───── MATERIAL PROVIDED ─────
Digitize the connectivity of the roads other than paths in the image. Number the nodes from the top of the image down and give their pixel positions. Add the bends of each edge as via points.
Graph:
─────
───── MATERIAL PROVIDED ─────
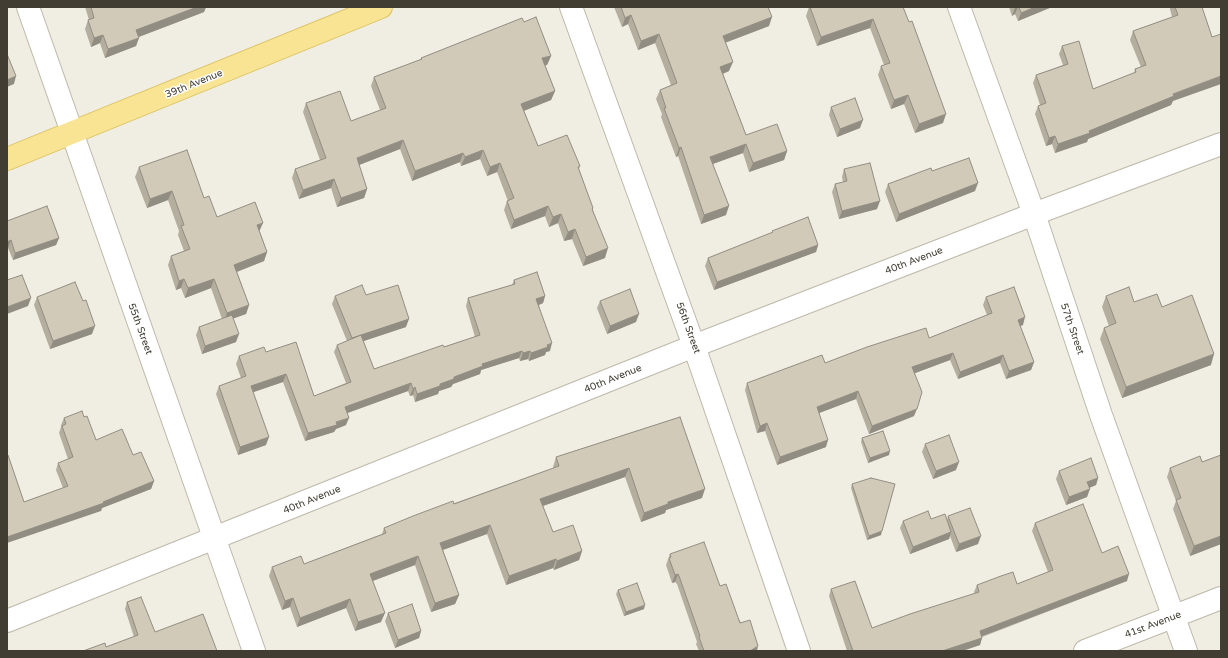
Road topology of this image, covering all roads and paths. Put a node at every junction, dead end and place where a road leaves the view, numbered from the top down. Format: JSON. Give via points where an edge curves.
─────
───── MATERIAL PROVIDED ─────
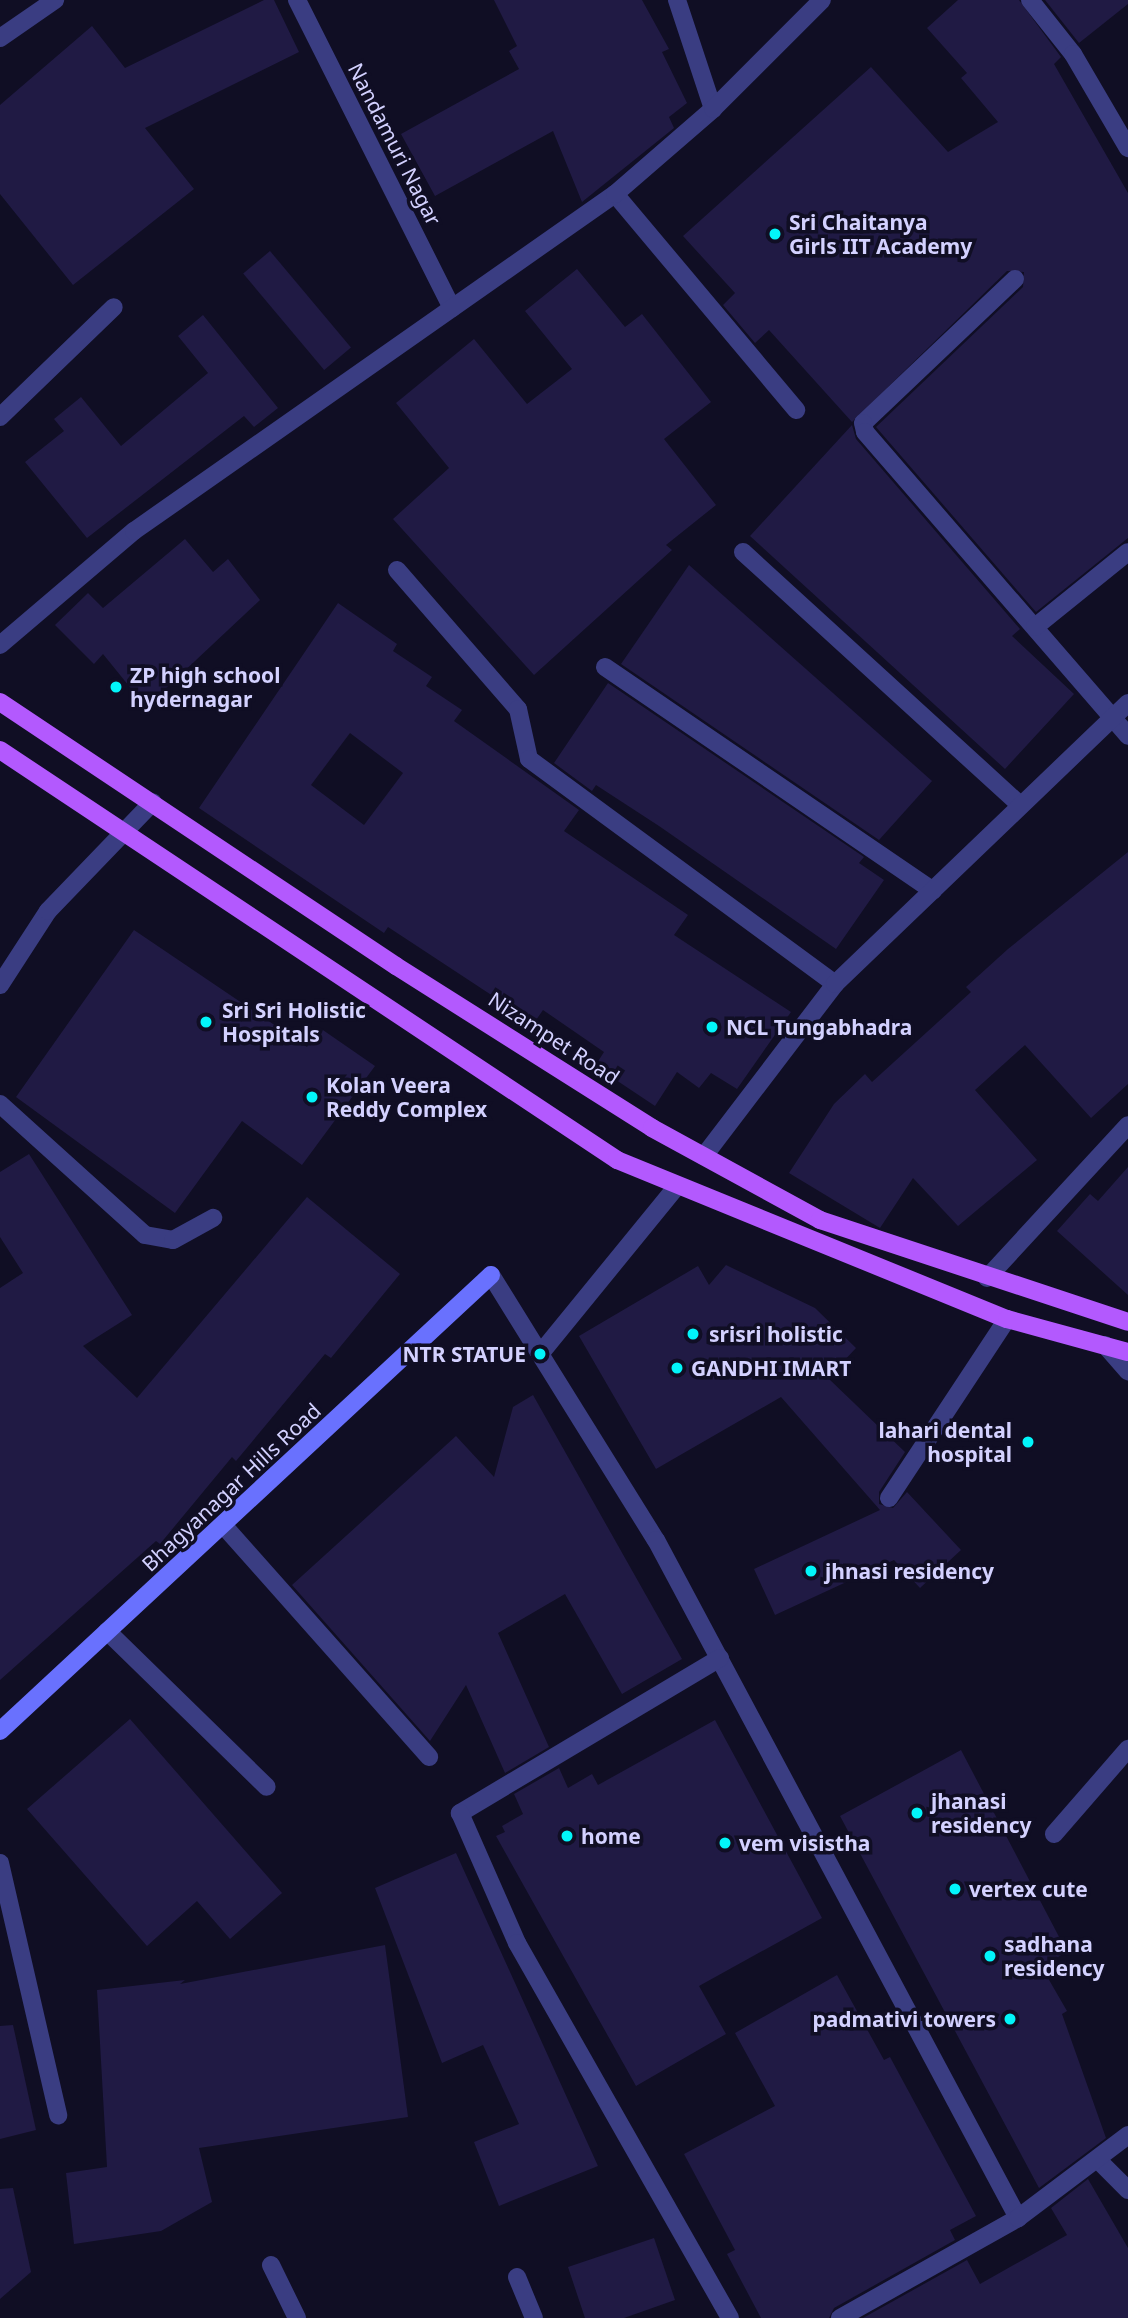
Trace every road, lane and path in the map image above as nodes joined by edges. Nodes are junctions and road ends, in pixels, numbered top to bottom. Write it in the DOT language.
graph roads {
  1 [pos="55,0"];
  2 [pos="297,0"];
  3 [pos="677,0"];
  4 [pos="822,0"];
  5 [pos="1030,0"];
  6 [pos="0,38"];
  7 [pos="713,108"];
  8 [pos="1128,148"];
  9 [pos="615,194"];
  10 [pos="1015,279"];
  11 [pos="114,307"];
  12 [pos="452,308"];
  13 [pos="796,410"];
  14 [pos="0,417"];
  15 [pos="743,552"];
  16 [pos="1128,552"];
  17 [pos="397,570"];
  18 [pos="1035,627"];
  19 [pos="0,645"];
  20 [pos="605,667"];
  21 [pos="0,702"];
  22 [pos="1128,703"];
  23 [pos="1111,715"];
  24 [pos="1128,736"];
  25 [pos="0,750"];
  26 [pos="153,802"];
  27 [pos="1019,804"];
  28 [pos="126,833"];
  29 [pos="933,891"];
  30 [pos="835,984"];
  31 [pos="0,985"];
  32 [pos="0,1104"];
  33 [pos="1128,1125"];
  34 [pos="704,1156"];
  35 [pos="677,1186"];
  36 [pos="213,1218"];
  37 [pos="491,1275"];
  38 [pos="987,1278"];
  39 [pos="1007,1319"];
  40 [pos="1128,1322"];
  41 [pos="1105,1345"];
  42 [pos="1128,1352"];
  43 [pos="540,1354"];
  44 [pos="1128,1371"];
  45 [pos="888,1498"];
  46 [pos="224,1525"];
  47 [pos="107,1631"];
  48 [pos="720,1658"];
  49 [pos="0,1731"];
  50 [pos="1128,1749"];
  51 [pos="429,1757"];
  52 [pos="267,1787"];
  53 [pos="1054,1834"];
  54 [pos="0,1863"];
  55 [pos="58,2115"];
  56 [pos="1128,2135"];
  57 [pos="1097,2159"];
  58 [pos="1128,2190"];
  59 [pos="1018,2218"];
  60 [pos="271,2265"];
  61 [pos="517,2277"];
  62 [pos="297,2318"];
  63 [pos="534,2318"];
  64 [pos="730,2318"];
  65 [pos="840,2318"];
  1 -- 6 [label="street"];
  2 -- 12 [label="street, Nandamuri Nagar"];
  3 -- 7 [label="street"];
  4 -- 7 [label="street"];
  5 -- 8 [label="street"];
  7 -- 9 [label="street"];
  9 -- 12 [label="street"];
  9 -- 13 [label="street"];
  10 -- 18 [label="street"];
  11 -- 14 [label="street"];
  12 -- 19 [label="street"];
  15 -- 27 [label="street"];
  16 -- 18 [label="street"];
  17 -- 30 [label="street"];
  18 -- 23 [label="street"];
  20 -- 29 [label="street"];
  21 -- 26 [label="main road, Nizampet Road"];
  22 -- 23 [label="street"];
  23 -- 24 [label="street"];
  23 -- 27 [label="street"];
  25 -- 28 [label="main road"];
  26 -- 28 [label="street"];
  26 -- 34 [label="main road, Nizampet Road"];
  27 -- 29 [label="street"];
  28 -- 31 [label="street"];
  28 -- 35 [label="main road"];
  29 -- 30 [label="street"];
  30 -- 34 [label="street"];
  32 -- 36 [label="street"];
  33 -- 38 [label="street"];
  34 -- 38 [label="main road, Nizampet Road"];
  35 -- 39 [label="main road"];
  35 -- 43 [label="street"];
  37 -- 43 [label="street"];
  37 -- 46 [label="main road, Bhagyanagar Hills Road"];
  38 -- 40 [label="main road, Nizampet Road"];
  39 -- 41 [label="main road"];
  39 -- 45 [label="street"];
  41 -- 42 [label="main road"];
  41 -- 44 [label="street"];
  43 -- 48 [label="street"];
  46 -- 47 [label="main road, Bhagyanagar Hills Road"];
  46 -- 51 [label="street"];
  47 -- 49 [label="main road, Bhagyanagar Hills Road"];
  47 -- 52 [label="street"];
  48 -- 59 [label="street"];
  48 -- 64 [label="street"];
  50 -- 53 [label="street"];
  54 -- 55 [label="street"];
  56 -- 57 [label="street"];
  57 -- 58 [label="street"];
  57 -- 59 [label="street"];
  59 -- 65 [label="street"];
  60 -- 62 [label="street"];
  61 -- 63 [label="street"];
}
─────
Out of the records, collect only those lines that contain the string "from".

Digitize the connectivity of the roads other than paths in the image. Number the nodes from the top of the image down and give their pixel positions. Add the bends of each edge as via points.
Road topology of this image, covering all roads and paths. Put a node at every junction, dead end and place where a road leaves the view, numbered from the top down. Format: JSON. Give via points where an edge curves.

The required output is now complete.